- WHAT TO PRODUCE -
Every line from the one holding "pinky pip: (299, 186)" through the final line of the entries is to be reproduced exactly, and no other line.

Saved data entries
------------------------------

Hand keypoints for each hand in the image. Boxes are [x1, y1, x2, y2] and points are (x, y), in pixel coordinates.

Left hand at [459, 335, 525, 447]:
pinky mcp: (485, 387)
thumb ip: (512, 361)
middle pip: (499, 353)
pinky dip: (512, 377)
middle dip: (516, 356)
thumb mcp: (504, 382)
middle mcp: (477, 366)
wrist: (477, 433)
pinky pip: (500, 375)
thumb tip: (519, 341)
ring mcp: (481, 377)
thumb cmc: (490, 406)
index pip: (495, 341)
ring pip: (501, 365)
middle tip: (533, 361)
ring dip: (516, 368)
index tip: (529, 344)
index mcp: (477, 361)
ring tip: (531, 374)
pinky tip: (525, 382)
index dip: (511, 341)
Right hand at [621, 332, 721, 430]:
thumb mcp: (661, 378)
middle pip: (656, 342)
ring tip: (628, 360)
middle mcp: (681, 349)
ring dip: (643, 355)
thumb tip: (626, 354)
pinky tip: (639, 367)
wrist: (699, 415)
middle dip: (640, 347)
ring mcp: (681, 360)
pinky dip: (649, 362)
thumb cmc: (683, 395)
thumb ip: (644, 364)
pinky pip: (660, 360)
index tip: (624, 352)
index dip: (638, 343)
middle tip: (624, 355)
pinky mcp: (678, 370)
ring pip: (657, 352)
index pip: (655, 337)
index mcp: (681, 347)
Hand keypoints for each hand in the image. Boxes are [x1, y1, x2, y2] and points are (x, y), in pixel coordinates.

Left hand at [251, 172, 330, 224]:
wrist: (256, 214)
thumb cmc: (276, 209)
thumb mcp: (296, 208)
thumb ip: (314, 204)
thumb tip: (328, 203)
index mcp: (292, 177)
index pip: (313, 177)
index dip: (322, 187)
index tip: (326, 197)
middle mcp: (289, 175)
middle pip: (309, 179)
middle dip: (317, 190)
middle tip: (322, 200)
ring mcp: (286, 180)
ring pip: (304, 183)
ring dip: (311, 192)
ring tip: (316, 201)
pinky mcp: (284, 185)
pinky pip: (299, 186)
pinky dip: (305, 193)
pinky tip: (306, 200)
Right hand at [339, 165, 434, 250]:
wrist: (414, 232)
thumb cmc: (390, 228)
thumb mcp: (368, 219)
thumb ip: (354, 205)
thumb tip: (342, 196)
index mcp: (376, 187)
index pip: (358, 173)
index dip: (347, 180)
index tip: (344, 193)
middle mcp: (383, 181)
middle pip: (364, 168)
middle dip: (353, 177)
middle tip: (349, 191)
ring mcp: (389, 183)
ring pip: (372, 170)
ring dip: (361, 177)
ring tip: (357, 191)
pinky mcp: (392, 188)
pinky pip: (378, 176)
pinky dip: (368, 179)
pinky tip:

------------------------------

- RESULT OF THIS EXERCISE -
pinky pip: (299, 186)
pinky dip: (305, 193)
pinky tip: (306, 200)
Right hand at [339, 165, 434, 250]:
wrist: (414, 232)
thumb cmc: (390, 228)
thumb mcp: (368, 219)
thumb ip: (354, 205)
thumb tip: (342, 196)
index mcp: (376, 187)
index pip: (358, 173)
index dip: (347, 180)
index tip: (344, 193)
middle mcp: (383, 181)
middle pip: (364, 168)
middle dip: (353, 177)
middle tip: (349, 191)
ring mcp: (389, 183)
ring pip: (372, 170)
ring dip: (361, 177)
ring tip: (357, 191)
pinky mcp: (392, 188)
pinky pip: (378, 176)
pinky dip: (368, 179)
pinky tip:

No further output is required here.